* [Action item] Leave out any pictures and transcribe all other data below exactly.

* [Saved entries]
--------------------

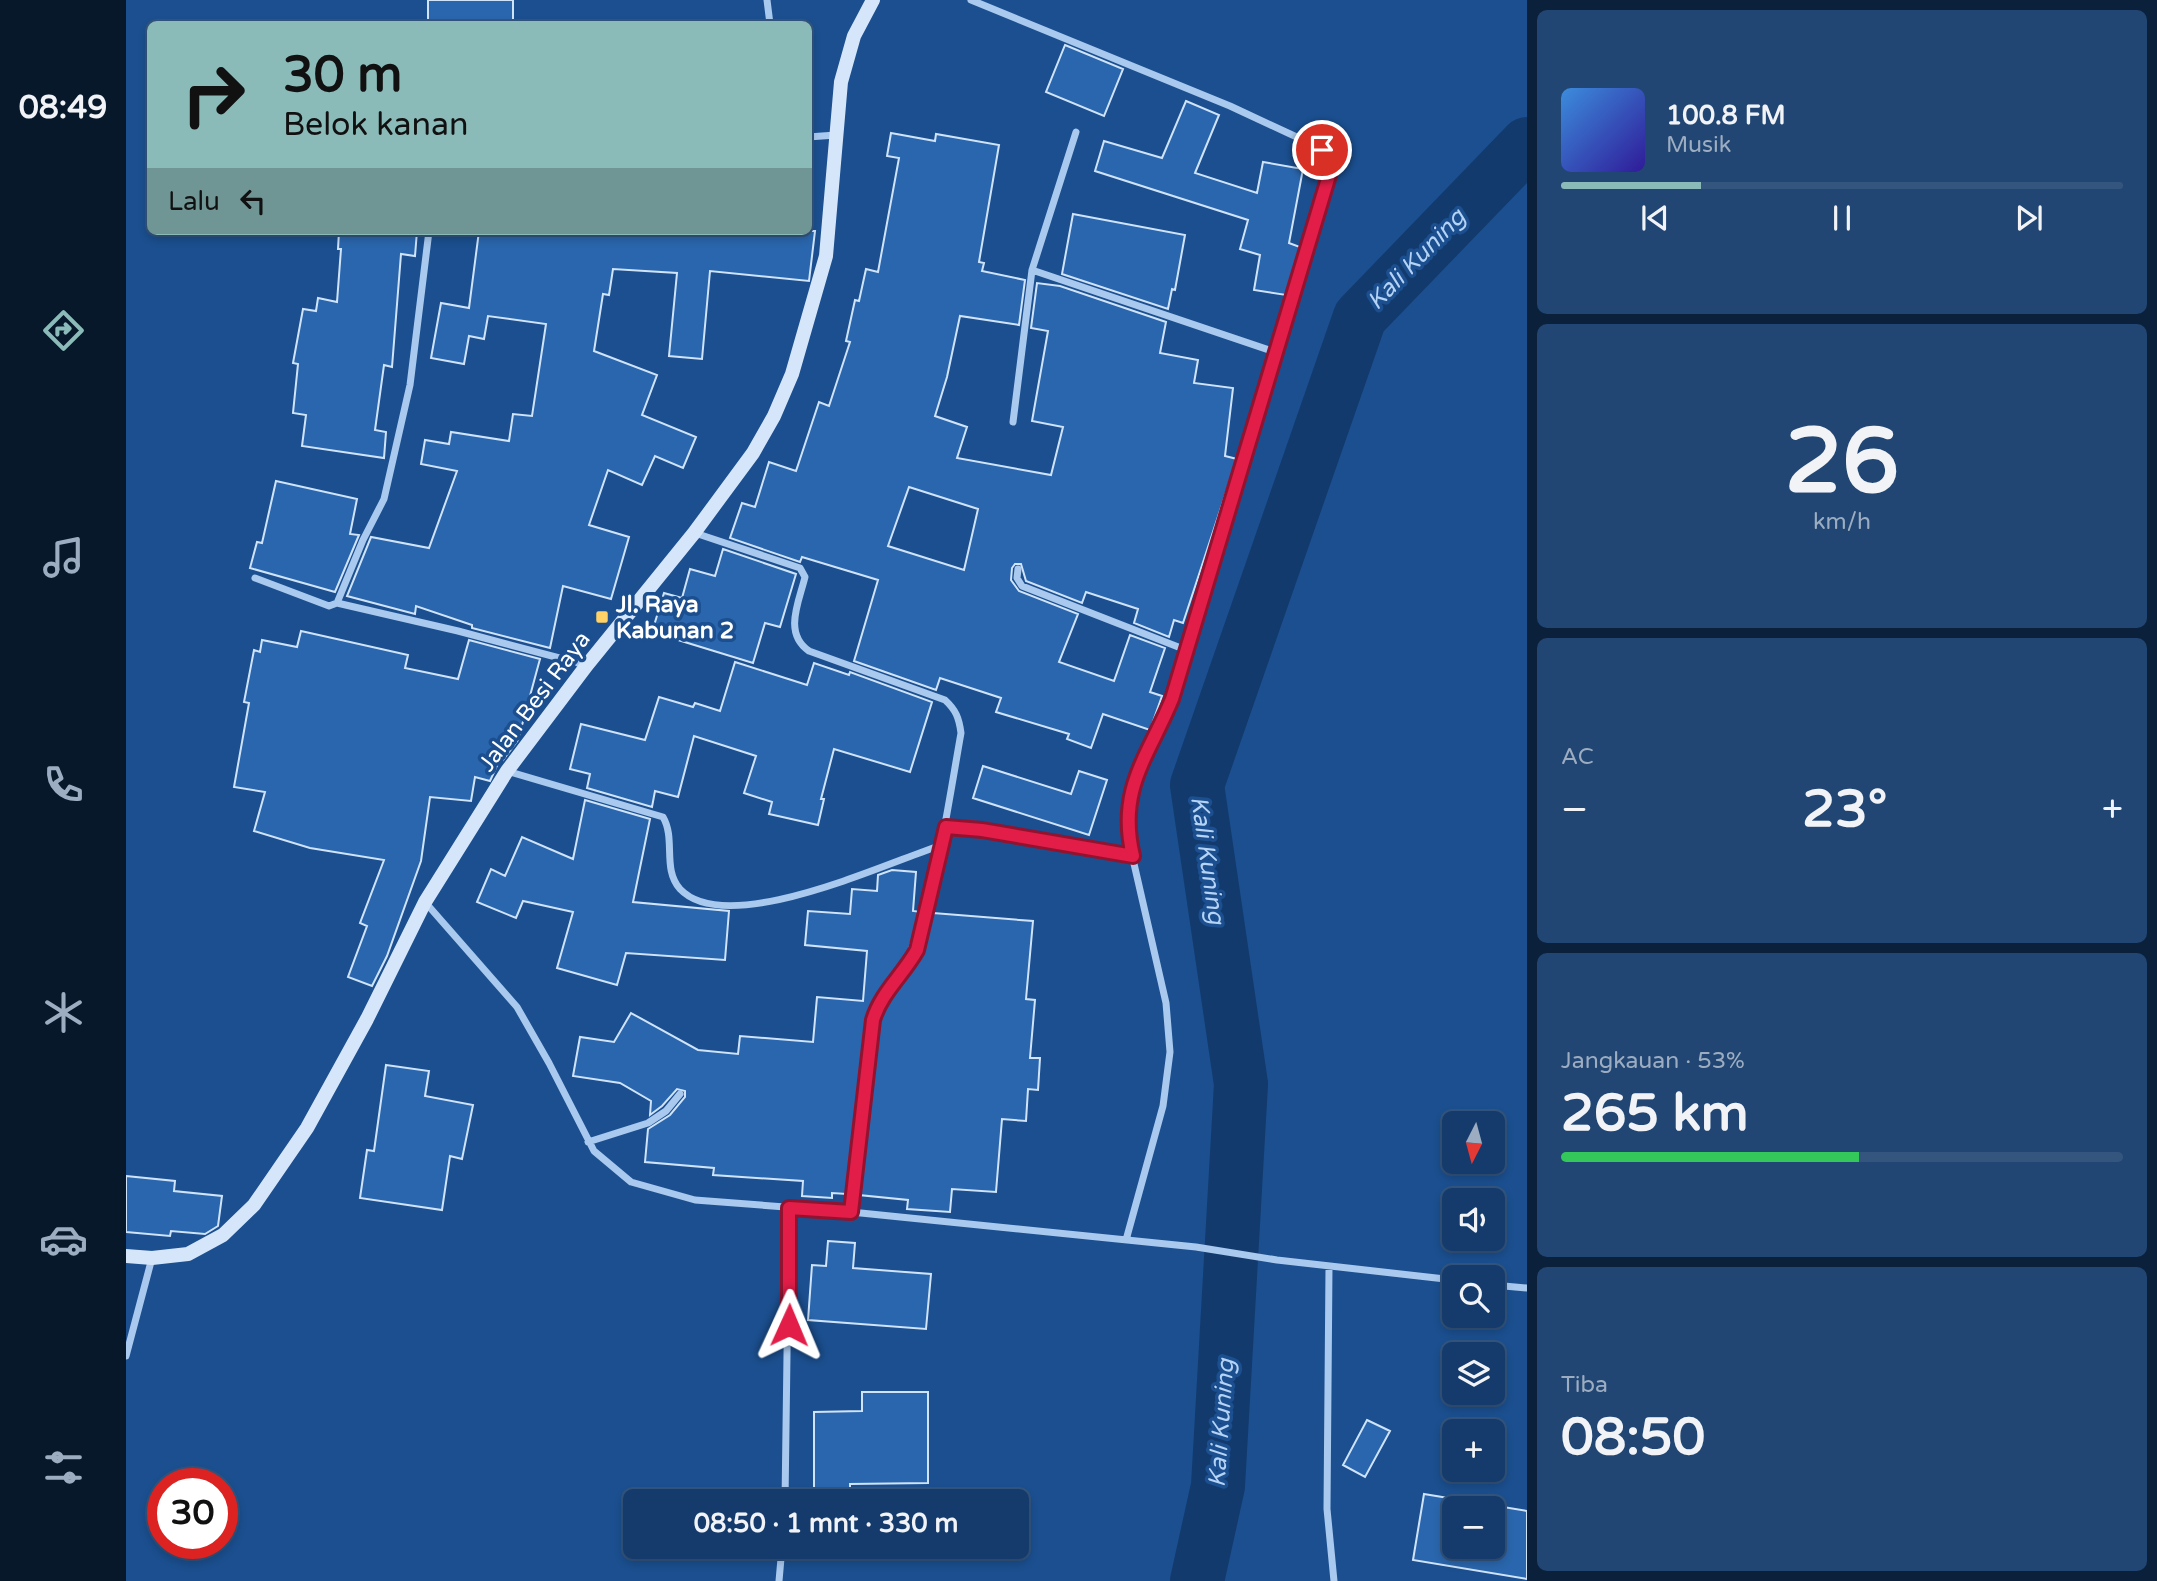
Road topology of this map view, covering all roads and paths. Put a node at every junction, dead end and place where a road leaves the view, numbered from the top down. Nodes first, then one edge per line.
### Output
1 (767, 0) edge
2 (873, 0) edge
3 (971, 0) edge
4 (770, 21) edge
5 (1076, 131) dead end
6 (838, 135) junction
7 (812, 137) edge
8 (429, 235) edge
9 (1032, 270) junction
10 (1275, 352) junction
11 (1013, 422) dead end
12 (694, 533) junction
13 (1018, 569) dead end
14 (255, 578) dead end
15 (337, 603) junction
16 (1186, 650) junction
17 (587, 666) junction
18 (507, 771) junction
19 (946, 827) junction
20 (942, 845) junction
21 (1133, 856) junction
22 (425, 902) junction
23 (680, 1094) dead end
24 (588, 1142) junction
25 (789, 1208) junction
26 (851, 1212) junction
27 (1126, 1240) junction
28 (126, 1256) edge
29 (152, 1258) junction
30 (1329, 1267) junction
31 (1442, 1279) edge
32 (1505, 1286) edge
33 (1527, 1288) edge
34 (126, 1356) edge
35 (785, 1489) edge
36 (781, 1559) edge
37 (779, 1581) edge
38 (1334, 1581) edge

1 - 4 street
2 - 6 street, Jalan Besi Raya
3 - 10 street
5 - 9 street
6 - 7 street
6 - 12 street, Jalan Besi Raya
8 - 15 street
9 - 10 street
9 - 11 street
10 - 16 street
12 - 17 street, Jalan Besi Raya
12 - 19 street
13 - 16 street
14 - 15 street
15 - 17 street
16 - 21 street
17 - 18 street, Jalan Besi Raya
18 - 20 street
18 - 22 street, Jalan Besi Raya
19 - 20 street
19 - 21 street
20 - 26 street
21 - 27 street
22 - 24 street
22 - 29 street, Jalan Besi Raya
23 - 24 street
24 - 25 street
25 - 26 street
25 - 35 street
26 - 27 street
27 - 30 street
28 - 29 street, Jalan Besi Raya
29 - 34 street
30 - 31 street
30 - 38 street
32 - 33 street
36 - 37 street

--------------------

* [Exercise response]
Road topology of this map view, covering all roads and paths. Put a node at every junction, dead end and place where a road leaves the view, numbered from the top down. Nodes first, then one edge per line.
### Output
1 (767, 0) edge
2 (873, 0) edge
3 (971, 0) edge
4 (770, 21) edge
5 (1076, 131) dead end
6 (838, 135) junction
7 (812, 137) edge
8 (429, 235) edge
9 (1032, 270) junction
10 (1275, 352) junction
11 (1013, 422) dead end
12 (694, 533) junction
13 (1018, 569) dead end
14 (255, 578) dead end
15 (337, 603) junction
16 (1186, 650) junction
17 (587, 666) junction
18 (507, 771) junction
19 (946, 827) junction
20 (942, 845) junction
21 (1133, 856) junction
22 (425, 902) junction
23 (680, 1094) dead end
24 (588, 1142) junction
25 (789, 1208) junction
26 (851, 1212) junction
27 (1126, 1240) junction
28 (126, 1256) edge
29 (152, 1258) junction
30 (1329, 1267) junction
31 (1442, 1279) edge
32 (1505, 1286) edge
33 (1527, 1288) edge
34 (126, 1356) edge
35 (785, 1489) edge
36 (781, 1559) edge
37 (779, 1581) edge
38 (1334, 1581) edge

1 - 4 street
2 - 6 street, Jalan Besi Raya
3 - 10 street
5 - 9 street
6 - 7 street
6 - 12 street, Jalan Besi Raya
8 - 15 street
9 - 10 street
9 - 11 street
10 - 16 street
12 - 17 street, Jalan Besi Raya
12 - 19 street
13 - 16 street
14 - 15 street
15 - 17 street
16 - 21 street
17 - 18 street, Jalan Besi Raya
18 - 20 street
18 - 22 street, Jalan Besi Raya
19 - 20 street
19 - 21 street
20 - 26 street
21 - 27 street
22 - 24 street
22 - 29 street, Jalan Besi Raya
23 - 24 street
24 - 25 street
25 - 26 street
25 - 35 street
26 - 27 street
27 - 30 street
28 - 29 street, Jalan Besi Raya
29 - 34 street
30 - 31 street
30 - 38 street
32 - 33 street
36 - 37 street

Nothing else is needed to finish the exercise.